┌─ Information supplied
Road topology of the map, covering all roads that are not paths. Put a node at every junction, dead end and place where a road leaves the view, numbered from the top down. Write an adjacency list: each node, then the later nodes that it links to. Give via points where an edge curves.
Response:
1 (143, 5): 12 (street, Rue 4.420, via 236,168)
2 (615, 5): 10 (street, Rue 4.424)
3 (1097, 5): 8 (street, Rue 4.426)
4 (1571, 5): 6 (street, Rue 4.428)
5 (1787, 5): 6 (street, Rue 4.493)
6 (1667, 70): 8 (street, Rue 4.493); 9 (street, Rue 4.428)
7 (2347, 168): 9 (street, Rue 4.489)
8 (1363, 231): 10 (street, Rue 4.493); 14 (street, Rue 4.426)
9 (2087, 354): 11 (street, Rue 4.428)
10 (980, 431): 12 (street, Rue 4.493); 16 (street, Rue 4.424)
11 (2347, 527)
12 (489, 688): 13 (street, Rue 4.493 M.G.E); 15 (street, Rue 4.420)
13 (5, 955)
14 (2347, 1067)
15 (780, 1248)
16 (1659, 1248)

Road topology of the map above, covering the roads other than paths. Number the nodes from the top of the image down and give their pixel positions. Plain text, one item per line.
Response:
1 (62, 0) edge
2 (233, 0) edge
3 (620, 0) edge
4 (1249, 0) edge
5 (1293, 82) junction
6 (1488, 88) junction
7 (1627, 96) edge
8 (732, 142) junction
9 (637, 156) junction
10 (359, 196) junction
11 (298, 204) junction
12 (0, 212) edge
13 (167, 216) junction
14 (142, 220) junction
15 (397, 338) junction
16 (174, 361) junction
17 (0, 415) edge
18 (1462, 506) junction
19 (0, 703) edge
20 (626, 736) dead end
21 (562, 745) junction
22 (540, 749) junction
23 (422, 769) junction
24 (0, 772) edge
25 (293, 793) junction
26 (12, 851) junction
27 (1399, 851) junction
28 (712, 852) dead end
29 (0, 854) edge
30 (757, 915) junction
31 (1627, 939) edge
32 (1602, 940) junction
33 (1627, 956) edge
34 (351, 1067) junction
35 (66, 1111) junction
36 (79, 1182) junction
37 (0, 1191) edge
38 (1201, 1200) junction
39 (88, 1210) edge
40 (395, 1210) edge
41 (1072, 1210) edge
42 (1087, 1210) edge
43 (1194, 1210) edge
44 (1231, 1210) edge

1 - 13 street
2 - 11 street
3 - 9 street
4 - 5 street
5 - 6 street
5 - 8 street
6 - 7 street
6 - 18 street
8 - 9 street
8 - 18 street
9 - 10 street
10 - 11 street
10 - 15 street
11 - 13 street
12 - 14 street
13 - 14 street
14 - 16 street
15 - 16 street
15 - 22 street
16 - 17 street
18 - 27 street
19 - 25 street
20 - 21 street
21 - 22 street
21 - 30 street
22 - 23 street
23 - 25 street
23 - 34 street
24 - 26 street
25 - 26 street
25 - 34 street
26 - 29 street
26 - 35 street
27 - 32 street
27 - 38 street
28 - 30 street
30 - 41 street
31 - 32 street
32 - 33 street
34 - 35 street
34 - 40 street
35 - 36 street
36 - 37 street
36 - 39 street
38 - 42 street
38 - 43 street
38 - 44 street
└─
Retype the lines above, keeping every character.

Road topology of the map, covering all roads that are not paths. Put a node at every junction, dead end and place where a road leaves the view, numbered from the top down. Write an adjacency list: each node, then the later nodes that it links to. Give via points where an edge curves.
Response:
1 (143, 5): 12 (street, Rue 4.420, via 236,168)
2 (615, 5): 10 (street, Rue 4.424)
3 (1097, 5): 8 (street, Rue 4.426)
4 (1571, 5): 6 (street, Rue 4.428)
5 (1787, 5): 6 (street, Rue 4.493)
6 (1667, 70): 8 (street, Rue 4.493); 9 (street, Rue 4.428)
7 (2347, 168): 9 (street, Rue 4.489)
8 (1363, 231): 10 (street, Rue 4.493); 14 (street, Rue 4.426)
9 (2087, 354): 11 (street, Rue 4.428)
10 (980, 431): 12 (street, Rue 4.493); 16 (street, Rue 4.424)
11 (2347, 527)
12 (489, 688): 13 (street, Rue 4.493 M.G.E); 15 (street, Rue 4.420)
13 (5, 955)
14 (2347, 1067)
15 (780, 1248)
16 (1659, 1248)

Road topology of the map above, covering the roads other than paths. Number the nodes from the top of the image down and give their pixel positions. Plain text, one item per line.
Response:
1 (62, 0) edge
2 (233, 0) edge
3 (620, 0) edge
4 (1249, 0) edge
5 (1293, 82) junction
6 (1488, 88) junction
7 (1627, 96) edge
8 (732, 142) junction
9 (637, 156) junction
10 (359, 196) junction
11 (298, 204) junction
12 (0, 212) edge
13 (167, 216) junction
14 (142, 220) junction
15 (397, 338) junction
16 (174, 361) junction
17 (0, 415) edge
18 (1462, 506) junction
19 (0, 703) edge
20 (626, 736) dead end
21 (562, 745) junction
22 (540, 749) junction
23 (422, 769) junction
24 (0, 772) edge
25 (293, 793) junction
26 (12, 851) junction
27 (1399, 851) junction
28 (712, 852) dead end
29 (0, 854) edge
30 (757, 915) junction
31 (1627, 939) edge
32 (1602, 940) junction
33 (1627, 956) edge
34 (351, 1067) junction
35 (66, 1111) junction
36 (79, 1182) junction
37 (0, 1191) edge
38 (1201, 1200) junction
39 (88, 1210) edge
40 (395, 1210) edge
41 (1072, 1210) edge
42 (1087, 1210) edge
43 (1194, 1210) edge
44 (1231, 1210) edge

1 - 13 street
2 - 11 street
3 - 9 street
4 - 5 street
5 - 6 street
5 - 8 street
6 - 7 street
6 - 18 street
8 - 9 street
8 - 18 street
9 - 10 street
10 - 11 street
10 - 15 street
11 - 13 street
12 - 14 street
13 - 14 street
14 - 16 street
15 - 16 street
15 - 22 street
16 - 17 street
18 - 27 street
19 - 25 street
20 - 21 street
21 - 22 street
21 - 30 street
22 - 23 street
23 - 25 street
23 - 34 street
24 - 26 street
25 - 26 street
25 - 34 street
26 - 29 street
26 - 35 street
27 - 32 street
27 - 38 street
28 - 30 street
30 - 41 street
31 - 32 street
32 - 33 street
34 - 35 street
34 - 40 street
35 - 36 street
36 - 37 street
36 - 39 street
38 - 42 street
38 - 43 street
38 - 44 street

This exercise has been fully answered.